* _TASK DESCRIPTION_
Find all lines below containing the string "roads" and return them.

___ RECORDED DATA

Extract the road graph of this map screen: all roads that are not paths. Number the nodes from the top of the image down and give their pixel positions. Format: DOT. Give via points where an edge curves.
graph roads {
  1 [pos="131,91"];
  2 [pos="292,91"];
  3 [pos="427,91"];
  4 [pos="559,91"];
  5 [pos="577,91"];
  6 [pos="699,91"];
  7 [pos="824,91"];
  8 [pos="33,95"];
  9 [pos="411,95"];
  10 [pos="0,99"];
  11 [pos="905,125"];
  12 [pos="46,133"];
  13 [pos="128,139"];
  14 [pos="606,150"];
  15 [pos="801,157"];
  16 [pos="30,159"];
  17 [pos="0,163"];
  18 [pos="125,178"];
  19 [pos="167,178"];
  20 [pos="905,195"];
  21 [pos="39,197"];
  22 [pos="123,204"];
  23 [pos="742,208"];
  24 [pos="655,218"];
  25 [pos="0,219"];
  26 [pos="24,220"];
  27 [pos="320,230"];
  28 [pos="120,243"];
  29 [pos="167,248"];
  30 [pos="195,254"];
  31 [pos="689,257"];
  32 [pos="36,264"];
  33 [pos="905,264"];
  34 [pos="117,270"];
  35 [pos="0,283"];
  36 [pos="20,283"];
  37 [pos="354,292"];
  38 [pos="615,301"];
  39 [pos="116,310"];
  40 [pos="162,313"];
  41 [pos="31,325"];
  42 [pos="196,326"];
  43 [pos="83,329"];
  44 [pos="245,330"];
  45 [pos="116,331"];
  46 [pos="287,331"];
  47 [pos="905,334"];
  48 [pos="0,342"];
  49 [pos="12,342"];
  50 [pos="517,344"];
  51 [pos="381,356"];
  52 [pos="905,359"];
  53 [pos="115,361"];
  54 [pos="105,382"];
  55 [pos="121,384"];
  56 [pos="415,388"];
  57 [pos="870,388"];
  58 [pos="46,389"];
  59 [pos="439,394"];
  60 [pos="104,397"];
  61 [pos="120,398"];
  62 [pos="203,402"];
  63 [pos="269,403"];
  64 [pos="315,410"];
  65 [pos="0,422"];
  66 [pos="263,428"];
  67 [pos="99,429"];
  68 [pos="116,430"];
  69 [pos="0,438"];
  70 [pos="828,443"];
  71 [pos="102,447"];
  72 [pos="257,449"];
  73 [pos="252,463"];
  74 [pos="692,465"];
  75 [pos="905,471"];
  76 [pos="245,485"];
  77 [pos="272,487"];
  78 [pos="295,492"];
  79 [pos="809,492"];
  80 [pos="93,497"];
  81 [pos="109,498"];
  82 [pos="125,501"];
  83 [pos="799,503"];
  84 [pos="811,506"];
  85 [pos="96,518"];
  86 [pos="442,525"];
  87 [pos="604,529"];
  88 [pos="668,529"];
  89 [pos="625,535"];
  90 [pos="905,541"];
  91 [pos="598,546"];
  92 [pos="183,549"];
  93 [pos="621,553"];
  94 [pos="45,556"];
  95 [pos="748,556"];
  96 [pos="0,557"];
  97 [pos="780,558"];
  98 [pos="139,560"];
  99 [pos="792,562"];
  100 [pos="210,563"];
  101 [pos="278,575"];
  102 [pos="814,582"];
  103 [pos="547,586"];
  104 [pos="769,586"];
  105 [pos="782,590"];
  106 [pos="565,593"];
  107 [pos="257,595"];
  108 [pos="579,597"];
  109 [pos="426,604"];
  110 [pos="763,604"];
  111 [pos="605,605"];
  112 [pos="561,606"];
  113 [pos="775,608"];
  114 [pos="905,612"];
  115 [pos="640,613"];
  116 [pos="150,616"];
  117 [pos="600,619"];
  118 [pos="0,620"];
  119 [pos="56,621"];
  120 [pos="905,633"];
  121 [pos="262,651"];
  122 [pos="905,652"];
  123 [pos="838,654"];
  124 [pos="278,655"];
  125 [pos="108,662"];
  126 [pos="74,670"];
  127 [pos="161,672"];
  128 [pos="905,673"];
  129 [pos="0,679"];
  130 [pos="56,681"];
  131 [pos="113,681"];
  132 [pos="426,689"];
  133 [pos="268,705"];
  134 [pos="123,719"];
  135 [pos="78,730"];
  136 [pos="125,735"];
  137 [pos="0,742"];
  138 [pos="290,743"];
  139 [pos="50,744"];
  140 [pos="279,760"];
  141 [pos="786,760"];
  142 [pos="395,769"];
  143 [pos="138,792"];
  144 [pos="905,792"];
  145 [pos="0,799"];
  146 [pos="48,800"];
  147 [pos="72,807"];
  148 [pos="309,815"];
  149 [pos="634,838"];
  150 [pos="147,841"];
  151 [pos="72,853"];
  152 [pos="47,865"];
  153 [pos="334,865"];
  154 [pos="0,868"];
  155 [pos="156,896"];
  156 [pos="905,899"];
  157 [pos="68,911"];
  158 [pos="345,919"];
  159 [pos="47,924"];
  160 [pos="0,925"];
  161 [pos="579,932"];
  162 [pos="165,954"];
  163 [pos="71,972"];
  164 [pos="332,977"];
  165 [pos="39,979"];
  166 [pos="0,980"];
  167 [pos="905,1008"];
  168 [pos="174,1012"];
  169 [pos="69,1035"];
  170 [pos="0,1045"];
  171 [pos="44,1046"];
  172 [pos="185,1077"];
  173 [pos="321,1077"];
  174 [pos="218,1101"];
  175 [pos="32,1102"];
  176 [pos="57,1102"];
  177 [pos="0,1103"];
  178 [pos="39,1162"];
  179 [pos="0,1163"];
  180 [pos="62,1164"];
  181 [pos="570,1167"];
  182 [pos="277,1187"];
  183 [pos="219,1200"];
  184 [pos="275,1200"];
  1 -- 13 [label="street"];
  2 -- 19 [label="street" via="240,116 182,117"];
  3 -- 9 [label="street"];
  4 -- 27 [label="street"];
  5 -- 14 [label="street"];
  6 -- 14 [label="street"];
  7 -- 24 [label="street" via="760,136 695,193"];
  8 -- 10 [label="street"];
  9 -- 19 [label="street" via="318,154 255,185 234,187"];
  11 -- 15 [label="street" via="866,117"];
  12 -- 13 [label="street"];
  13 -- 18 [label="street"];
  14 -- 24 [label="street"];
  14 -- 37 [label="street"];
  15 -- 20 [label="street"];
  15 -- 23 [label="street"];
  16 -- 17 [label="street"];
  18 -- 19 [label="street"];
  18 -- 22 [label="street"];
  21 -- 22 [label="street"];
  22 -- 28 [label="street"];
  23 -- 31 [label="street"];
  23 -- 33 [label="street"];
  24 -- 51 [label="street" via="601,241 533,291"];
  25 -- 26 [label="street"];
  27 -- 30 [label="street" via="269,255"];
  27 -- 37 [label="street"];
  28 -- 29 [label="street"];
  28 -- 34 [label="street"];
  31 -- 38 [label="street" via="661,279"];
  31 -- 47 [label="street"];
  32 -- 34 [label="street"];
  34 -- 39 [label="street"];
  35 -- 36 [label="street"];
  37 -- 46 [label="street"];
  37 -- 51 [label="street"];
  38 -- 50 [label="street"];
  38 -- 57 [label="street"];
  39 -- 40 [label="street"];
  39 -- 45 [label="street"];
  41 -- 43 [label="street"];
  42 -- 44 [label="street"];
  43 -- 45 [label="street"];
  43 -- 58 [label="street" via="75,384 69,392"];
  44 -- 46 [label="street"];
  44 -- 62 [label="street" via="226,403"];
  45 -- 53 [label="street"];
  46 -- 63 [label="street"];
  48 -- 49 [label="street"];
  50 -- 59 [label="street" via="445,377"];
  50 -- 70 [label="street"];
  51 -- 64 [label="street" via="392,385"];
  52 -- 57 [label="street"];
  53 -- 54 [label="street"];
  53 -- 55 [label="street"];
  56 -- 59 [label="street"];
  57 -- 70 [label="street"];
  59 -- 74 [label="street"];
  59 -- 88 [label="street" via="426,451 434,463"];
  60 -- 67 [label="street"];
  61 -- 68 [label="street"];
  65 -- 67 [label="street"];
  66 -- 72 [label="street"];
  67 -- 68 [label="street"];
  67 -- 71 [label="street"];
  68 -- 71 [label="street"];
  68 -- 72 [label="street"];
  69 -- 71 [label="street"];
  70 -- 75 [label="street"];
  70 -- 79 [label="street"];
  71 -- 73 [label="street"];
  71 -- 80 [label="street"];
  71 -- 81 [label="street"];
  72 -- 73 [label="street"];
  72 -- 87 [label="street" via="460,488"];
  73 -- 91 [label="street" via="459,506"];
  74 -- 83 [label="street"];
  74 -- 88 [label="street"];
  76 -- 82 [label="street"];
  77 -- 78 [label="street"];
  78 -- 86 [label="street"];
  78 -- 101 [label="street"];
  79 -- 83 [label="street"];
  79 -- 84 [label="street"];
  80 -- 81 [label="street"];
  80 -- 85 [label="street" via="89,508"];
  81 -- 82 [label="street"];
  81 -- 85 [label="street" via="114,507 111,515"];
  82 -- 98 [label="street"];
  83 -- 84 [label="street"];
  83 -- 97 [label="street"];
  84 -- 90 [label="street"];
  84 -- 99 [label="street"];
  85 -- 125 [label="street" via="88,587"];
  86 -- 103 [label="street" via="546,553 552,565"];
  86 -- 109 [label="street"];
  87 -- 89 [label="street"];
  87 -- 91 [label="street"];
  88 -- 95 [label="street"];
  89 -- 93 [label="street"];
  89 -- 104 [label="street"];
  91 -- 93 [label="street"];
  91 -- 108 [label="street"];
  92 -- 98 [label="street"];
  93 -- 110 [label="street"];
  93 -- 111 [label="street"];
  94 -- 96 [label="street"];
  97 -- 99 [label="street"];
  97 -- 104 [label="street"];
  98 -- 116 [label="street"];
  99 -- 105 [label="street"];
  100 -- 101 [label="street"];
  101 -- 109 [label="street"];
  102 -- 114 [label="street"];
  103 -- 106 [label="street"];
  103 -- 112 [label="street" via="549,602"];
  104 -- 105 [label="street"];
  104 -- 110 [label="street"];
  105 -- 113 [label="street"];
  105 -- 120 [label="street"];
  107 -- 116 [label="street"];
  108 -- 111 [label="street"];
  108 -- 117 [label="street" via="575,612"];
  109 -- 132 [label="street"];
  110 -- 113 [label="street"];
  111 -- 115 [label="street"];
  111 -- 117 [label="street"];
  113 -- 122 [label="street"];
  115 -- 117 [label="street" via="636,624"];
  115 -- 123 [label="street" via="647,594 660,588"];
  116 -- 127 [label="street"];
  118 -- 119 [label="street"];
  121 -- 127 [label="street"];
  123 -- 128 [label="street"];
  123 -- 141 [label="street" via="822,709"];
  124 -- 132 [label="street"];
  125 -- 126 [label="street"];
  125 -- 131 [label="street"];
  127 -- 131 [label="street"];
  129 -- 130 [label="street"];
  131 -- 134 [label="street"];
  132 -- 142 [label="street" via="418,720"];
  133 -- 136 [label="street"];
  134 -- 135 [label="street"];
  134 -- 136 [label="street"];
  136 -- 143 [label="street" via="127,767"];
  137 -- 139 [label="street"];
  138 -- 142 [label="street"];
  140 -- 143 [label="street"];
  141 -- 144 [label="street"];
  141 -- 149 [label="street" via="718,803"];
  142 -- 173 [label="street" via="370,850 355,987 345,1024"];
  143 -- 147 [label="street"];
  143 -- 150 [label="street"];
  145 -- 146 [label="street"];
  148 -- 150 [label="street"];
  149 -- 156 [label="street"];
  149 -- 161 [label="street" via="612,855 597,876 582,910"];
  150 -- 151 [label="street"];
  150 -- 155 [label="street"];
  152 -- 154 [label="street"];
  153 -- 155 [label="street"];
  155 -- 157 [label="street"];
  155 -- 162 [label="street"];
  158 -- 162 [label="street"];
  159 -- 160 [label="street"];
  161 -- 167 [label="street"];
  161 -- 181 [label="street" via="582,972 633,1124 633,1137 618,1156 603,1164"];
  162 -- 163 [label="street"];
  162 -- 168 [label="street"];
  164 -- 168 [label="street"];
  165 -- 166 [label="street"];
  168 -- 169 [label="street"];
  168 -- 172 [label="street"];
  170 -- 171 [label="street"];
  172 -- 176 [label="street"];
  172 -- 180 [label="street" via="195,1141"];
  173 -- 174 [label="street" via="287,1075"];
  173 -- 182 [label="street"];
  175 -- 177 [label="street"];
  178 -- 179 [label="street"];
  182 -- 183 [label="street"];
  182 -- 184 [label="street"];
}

______

* _REPLY_
Extract the road graph of this map screen: all roads that are not paths. Number the nodes from the top of the image down and give their pixel positions. Format: DOT. Give via points where an edge curves.
graph roads {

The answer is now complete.